What happens in cars with automatic corrector
Cars with factory xenon or LED optics usually have an automatic corrector installed.
The electronics themselves monitor the body position and change the headlight tilt angle. For this, a sensor is used, which is most often located near the rear wheel.
But even here, problems are possible. If the car has been fitted with:
- different springs
- spacers
- non-standard shock absorbers
the system may start to make mistakes. The body changes height, and the electronics continue to rely on old parameters.
How to check the adjustment yourself
For checking, you will need:
- a flat area
- a wall
- a tape measure
- evening or night time
First, the car is driven close to the wall, and the centers of both headlights are marked on it. Then the car moves back 5 meters.
After that, you need to:
- open the hood
- find the sticker with the percentage
- calculate the required reduction of the light boundary
For example, with a value of 1.3% at a distance of 5 meters, the light boundary should be 65 mm below the headlight center mark.
The corrector in the cabin must be set to "0".
Next, one headlight is covered with dense material, and the second is adjusted with a screw on the housing. Then the procedure is repeated for the other side.
This method cannot be called perfectly accurate. Even a flat area usually has a slight slope for water drainage, and it is not easy to position the car strictly perpendicular to the wall without measurements. However, this method is usually sufficient to eliminate a clear misalignment.
Services use a special device – a regloscop. It allows for faster and more accurate adjustment, but for a fee.

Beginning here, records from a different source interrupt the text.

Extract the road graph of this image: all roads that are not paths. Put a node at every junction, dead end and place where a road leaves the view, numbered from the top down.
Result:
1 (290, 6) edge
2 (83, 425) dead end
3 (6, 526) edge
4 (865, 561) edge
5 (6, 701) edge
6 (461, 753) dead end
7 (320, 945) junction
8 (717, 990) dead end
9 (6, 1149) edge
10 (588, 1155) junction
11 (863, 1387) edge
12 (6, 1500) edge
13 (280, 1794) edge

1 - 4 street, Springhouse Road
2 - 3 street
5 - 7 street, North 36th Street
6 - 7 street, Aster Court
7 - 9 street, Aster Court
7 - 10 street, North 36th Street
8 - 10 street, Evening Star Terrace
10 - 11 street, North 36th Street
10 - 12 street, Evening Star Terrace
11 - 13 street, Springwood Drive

Why LED lamps often worsen light
It is worth mentioning the popular replacement of halogen lamps with LED ones separately.
The problem is that:
- a halogen lamp's light source is a filament
- an LED's is a group of diodes
The headlight reflector is initially designed for a specific type of lamp. When an LED is installed instead of a halogen lamp, the light beam is formed incorrectly.
As a result, there are:
- a blurred low beam boundary
- parasitic glare upwards
- blinding of oncoming drivers
In such a situation, adjustment according to the factory sticker only partially helps. Even if the entire light beam is lowered, excess glare above the boundary will still remain.
Where to look for marking if there is no sticker
Sometimes the factory sticker is simply lost over the years of operation. In such a case, the desired value is often applied directly to the plastic housing of the headlight.
The marking can be:
- embossed in the plastic
- applied in small print
- located on the back of the housing
- hidden near the headlight mounts
It is most convenient to look for it with a flashlight. If there are no markings anywhere, the car's owner's manual remains.

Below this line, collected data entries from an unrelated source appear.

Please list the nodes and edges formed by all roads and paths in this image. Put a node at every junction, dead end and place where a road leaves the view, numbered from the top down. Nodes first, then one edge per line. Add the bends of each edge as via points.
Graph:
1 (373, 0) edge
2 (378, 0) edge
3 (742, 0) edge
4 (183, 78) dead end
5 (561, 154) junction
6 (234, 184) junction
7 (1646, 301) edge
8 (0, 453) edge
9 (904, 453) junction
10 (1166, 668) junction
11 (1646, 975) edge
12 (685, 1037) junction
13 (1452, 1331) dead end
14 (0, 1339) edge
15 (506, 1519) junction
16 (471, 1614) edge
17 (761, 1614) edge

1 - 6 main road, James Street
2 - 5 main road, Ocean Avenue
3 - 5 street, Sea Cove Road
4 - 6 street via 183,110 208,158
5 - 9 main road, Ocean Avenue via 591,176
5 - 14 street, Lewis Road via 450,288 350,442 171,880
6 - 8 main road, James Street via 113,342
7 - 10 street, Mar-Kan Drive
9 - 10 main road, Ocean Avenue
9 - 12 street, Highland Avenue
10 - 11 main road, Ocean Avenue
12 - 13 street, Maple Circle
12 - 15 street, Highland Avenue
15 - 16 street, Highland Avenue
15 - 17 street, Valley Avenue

On cars with H4 lamps, where low and high beams are combined, adjustment is performed only for the low beam. The high beam then automatically takes the correct position.
Why adjustment needs to be checked regularly
Checking is required not only after replacing lamps.
The light angle is also affected by:
- new tires of a different size
- a strong impact into a pothole
- headlight replacement after an accident
- suspension modification
- installation of spacers
On Lada Granta owner forums, complaints are often found about changes in light after installing rear spacers under the struts. After raising the rear of the body, the front changes position, and the low beam starts to hit too low – sometimes literally 20 meters in front of the car.
The corrector itself is also not eternal. Early versions of Lada Granta used a hydrocorrector. Over time, fluid left the system, the rod stopped moving, and the headlights dropped to the extreme lower position.
Later cars featured an electrocorrector. It is considered more reliable, although such a system is not completely immune to breakdowns.